- **Exercise**
Reproduce each line of the material exactly, minus any picture.
[Dataset entries]
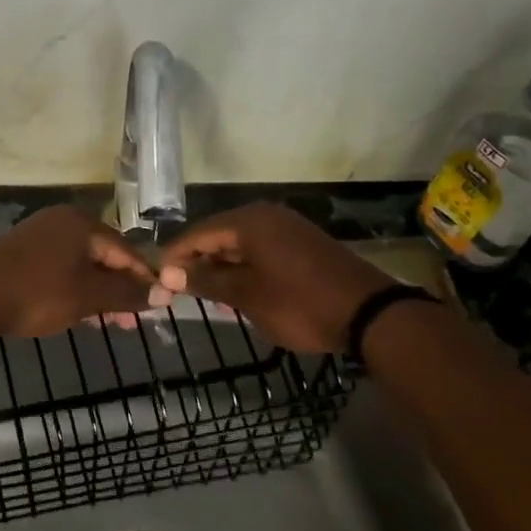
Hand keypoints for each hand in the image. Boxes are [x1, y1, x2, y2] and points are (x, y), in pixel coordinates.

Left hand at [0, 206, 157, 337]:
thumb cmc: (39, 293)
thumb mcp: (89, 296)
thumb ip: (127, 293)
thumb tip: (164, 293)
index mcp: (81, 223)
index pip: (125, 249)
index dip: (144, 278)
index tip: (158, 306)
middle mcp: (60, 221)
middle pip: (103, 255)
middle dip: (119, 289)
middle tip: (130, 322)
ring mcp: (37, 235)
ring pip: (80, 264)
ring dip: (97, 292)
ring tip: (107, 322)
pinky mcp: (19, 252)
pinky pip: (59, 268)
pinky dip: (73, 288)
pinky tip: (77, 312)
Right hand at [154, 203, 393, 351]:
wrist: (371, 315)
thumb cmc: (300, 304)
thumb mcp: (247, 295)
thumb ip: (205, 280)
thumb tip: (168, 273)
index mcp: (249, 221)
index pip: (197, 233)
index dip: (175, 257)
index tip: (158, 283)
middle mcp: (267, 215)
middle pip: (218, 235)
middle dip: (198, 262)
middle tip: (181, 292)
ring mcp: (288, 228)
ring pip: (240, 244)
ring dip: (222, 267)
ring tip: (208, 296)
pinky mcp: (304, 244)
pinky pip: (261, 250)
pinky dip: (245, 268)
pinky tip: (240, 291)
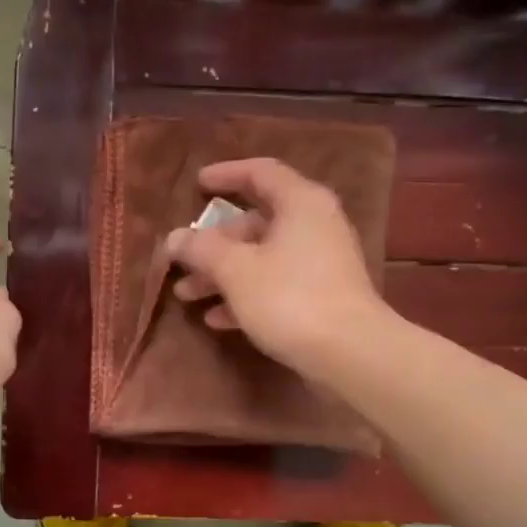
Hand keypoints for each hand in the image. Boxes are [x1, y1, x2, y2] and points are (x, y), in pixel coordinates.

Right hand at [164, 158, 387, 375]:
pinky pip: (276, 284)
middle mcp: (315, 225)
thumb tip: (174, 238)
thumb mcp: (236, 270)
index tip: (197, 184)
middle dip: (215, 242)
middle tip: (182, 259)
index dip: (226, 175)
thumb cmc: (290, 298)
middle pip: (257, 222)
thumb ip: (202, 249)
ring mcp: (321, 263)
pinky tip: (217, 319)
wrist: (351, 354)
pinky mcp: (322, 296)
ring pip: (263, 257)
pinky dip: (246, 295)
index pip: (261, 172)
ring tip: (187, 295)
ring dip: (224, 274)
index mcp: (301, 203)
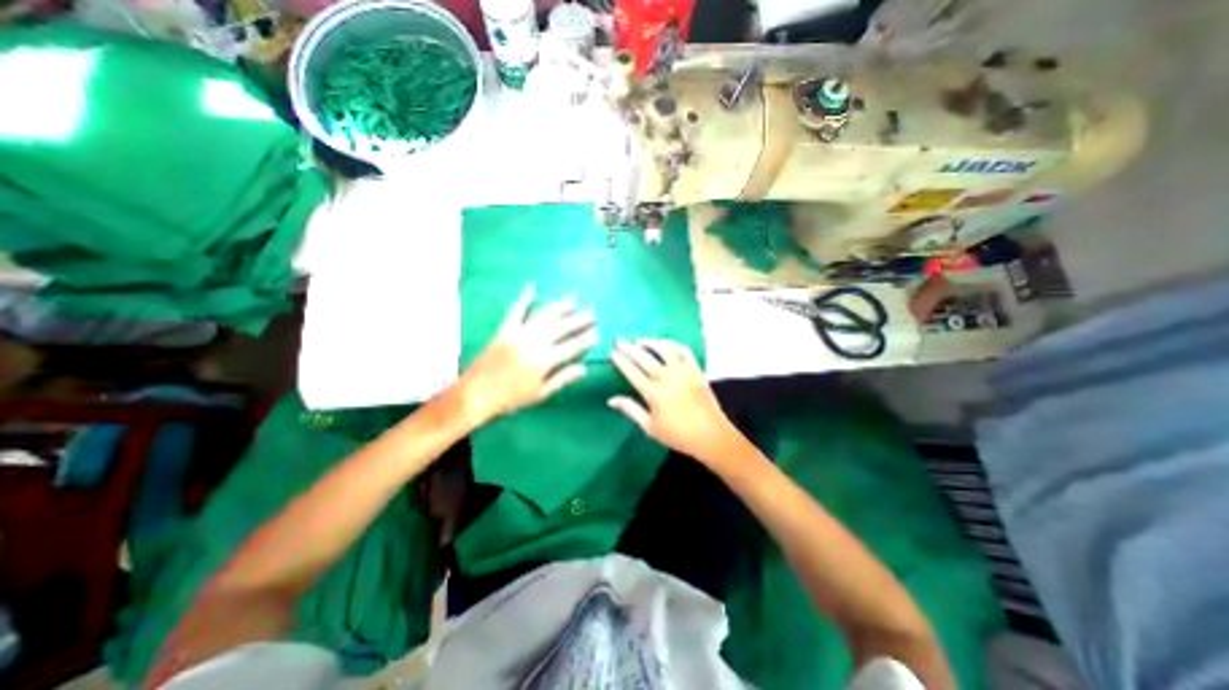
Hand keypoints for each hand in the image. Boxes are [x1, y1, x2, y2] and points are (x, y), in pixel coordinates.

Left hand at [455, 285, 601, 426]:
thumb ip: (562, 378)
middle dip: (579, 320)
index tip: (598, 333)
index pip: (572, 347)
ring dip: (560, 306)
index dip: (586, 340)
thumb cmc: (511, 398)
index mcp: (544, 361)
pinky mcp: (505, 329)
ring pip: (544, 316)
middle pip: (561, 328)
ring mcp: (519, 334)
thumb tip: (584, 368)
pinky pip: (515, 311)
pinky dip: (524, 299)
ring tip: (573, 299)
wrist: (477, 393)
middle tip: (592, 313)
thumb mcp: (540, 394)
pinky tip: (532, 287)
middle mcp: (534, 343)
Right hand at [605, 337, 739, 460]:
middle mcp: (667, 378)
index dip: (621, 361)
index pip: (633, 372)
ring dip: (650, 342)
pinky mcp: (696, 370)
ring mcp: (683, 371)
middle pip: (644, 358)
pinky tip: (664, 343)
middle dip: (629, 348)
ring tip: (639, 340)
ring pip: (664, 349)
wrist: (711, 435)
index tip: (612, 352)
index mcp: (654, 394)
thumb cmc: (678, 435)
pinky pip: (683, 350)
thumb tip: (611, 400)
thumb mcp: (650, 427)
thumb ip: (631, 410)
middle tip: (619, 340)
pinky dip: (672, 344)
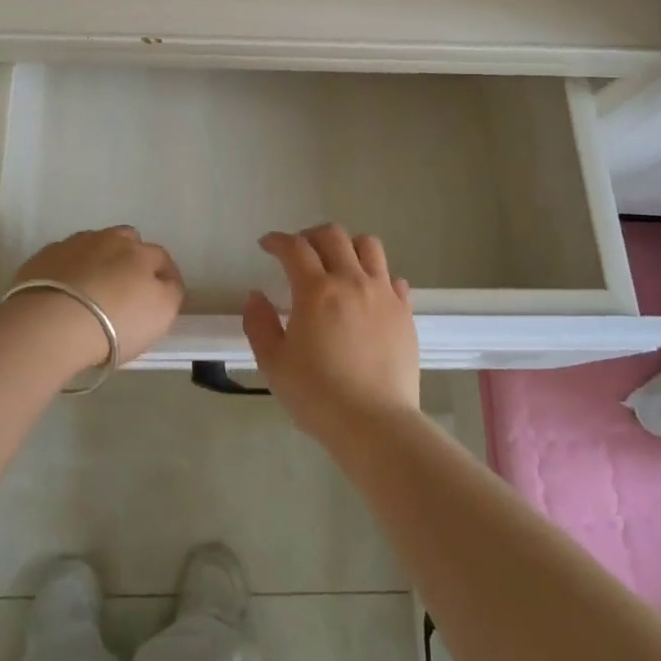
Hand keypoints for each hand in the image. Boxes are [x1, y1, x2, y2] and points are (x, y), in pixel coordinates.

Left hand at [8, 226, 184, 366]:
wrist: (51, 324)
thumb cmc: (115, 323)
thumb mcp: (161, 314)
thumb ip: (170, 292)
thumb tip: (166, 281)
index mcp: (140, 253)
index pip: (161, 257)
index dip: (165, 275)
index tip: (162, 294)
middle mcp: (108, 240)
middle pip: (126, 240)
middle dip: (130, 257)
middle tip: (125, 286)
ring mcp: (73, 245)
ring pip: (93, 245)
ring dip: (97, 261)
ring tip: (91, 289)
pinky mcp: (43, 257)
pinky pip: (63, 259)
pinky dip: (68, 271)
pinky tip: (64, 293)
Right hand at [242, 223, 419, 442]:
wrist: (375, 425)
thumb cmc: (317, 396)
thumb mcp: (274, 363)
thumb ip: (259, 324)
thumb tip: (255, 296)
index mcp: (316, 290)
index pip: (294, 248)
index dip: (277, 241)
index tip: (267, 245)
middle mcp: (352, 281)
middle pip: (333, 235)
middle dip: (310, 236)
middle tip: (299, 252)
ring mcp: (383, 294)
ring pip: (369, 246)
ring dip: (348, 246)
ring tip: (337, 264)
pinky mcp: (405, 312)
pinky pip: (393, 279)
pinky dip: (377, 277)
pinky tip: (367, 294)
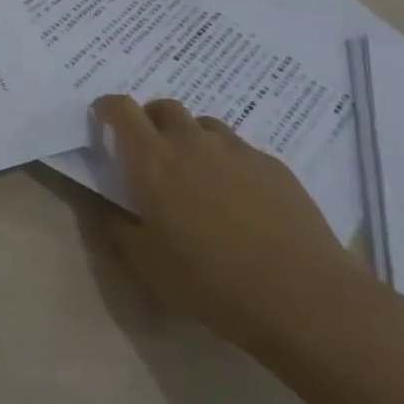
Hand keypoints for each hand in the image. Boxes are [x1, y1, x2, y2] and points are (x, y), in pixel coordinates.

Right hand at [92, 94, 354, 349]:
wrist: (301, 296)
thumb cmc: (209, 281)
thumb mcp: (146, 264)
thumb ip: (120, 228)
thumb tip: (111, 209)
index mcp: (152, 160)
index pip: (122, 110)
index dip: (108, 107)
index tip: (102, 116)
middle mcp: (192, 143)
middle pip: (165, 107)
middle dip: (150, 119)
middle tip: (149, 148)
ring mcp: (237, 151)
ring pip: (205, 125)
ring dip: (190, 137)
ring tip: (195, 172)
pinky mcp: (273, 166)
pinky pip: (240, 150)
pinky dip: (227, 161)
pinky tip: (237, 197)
[/Dataset entries]
- **Output below**
Hand keypoints for each hand in the image. Boxes are [x1, y1, x2, y2] and points are (x, y), in pixel coordinates.

Left hand at [0, 206, 157, 337]:
thumb cmc: (39, 293)
thumb mcp: (89, 296)
thumb ip: (127, 293)
thumb tip: (164, 293)
index mcp: (81, 223)
index pip: (125, 249)
index dip: (144, 278)
index tip: (158, 306)
middle mcp: (60, 221)
middle pip: (103, 255)
middle dip: (119, 289)
middle tip: (130, 322)
ring mcp: (37, 235)
ring pip: (80, 264)
ring dip: (97, 292)
ring tip: (107, 322)
pinky mcp: (19, 252)
pinky pip: (59, 268)
pinky dip: (73, 288)
pinky tip: (77, 312)
Right hand at [154, 203, 393, 351]:
wrist: (371, 315)
thumb cmc: (300, 304)
thumb mcp: (247, 295)
thumb ip: (205, 280)
thumb tip: (168, 273)
index mcp: (249, 221)
index pip: (197, 233)
index dip: (175, 257)
index tip: (158, 283)
middle mcp: (267, 215)
middle pip: (218, 235)
middle dip: (198, 262)
middle tip: (181, 292)
ring mcp: (288, 228)
ring pip: (240, 244)
ring dip: (222, 267)
ring tip: (208, 296)
pinky mcp: (304, 244)
pinky pip: (261, 250)
pinky dip: (245, 268)
pinky tip: (240, 291)
Hand keypoints for each hand in the image. Boxes are [x1, y1, x2, y2] and points are (x, y), in pixel coordinates.

Right hand at [164, 158, 387, 375]:
pinky pip: (276, 284)
middle mcp: (315, 225)
thumb tip: (174, 238)
thumb mcp: (236, 270)
index tip: (197, 184)
middle dip: (215, 242)
middle tip: (182, 259)
index dip: (226, 175)
thumb cmc: (290, 298)
middle pip: (257, 222)
thumb ip: (202, 249)
ring mcp: (321, 263)
pinky tip: (217, 319)
wrist: (351, 354)
pinky mcp: (322, 296)
ring pip: (263, 257)
pinky dip: (246, 295)
index pip: (261, 172)
ring tip: (187, 295)
ring dip: (224, 274)
index mcp: (301, 203)
Hand keypoints for each hand in the image. Boxes are [x1, y1, x2, y2] and points are (x, y), in pixel coordinates.

Left hand at [455, 285, 601, 426]:
thumb ip: (562, 378)
middle dip: (579, 320)
index tip: (598, 333)
index pip: (572, 347)
ring dip: (560, 306)
index dip: (586, 340)
thumb cmc: (511, 398)
index mcp: (544, 361)
pinky mcp: (505, 329)
ring pip: (544, 316)
middle pip: (561, 328)
ring mcp: (519, 334)
thumb tip: (584, 368)
pinky pip: (515, 311)
pinky dip: (524, 299)
ring tip: (573, 299)
wrist: (477, 393)
middle tip: (592, 313)
thumb mcp: (540, 394)
pinky tip: (532, 287)
middle mcp: (534, 343)
Right hand at [605, 337, 739, 460]:
middle mcp: (667, 378)
index dip: (621, 361)
index pip: (633, 372)
ring dip: (650, 342)
pinky mcp: (696, 370)
ring mcp: (683, 371)
middle pip: (644, 358)
pinky tip: (664, 343)
middle dip: (629, 348)
ring tip: (639, 340)
ring pip: (664, 349)
wrist: (711, 435)
index tip: (612, 352)
index mcp: (654, 394)
thumb cmc: (678, 435)
pinky pip: (683, 350)
thumb tip: (611, 400)
thumb mcp: (650, 427)
thumb ip: (631, 410)
middle tip: (619, 340)
pinky dip: (672, 344)
Hand keypoints for each hand in the image. Boxes are [x1, y1, x2, y2] and points are (x, y), in pixel coordinates.

Left hand at [8, 226, 184, 366]:
wrist: (51, 324)
thumb cmc: (115, 323)
thumb mcp: (161, 314)
thumb ip: (170, 292)
thumb tip: (166, 281)
index mcp: (140, 253)
index pip: (161, 257)
index dip: (165, 275)
index tip: (162, 294)
middle mcp: (108, 240)
middle pip: (126, 240)
middle dip: (130, 257)
middle tip: (125, 286)
ring mcp: (73, 245)
ring pip: (93, 245)
ring dip: (97, 261)
ring tip: (91, 289)
pinky mcp: (43, 257)
pinky pip: (63, 259)
pinky dip: (68, 271)
pinky tip: (64, 293)
Right hand at [242, 223, 419, 442]:
wrist: (375, 425)
thumb cmc: (317, 396)
thumb mcp: (274, 363)
thumb ip: (259, 324)
thumb tip: (255, 296)
index mcp: (316, 290)
index pip: (294, 248)
index dip: (277, 241)
index tip: (267, 245)
middle mcp: (352, 281)
middle pip: (333, 235)
middle dip: (310, 236)
middle tip: (299, 252)
ring mcp: (383, 294)
ring pip: (369, 246)
ring dip: (348, 246)
ring tip: (337, 264)
pinky mcp: (405, 312)
pinky pip: (393, 279)
pinky dip: (377, 277)
pinky tip: (367, 294)
Hand keypoints for each hand in the image. Boxes are [x1, y1, x2, y2] and points are (x, y), in pixel coordinates.

Right hand at [92, 94, 354, 349]:
wrist: (301, 296)
thumb cmc: (209, 281)
thumb mcp: (146, 264)
thumb ip: (120, 228)
thumb tip: (111, 209)
index mcp: (152, 160)
index pip: (122, 110)
index dip: (108, 107)
index tip: (102, 116)
middle mcp: (192, 143)
middle pip: (165, 107)
middle dip: (150, 119)
middle tip: (149, 148)
ring mcp: (237, 151)
ring pip: (205, 125)
ring dip: (190, 137)
ring tip: (195, 172)
pinky mcp: (273, 166)
pinky pip: (240, 150)
pinky dip: (227, 161)
pinky tip: (237, 197)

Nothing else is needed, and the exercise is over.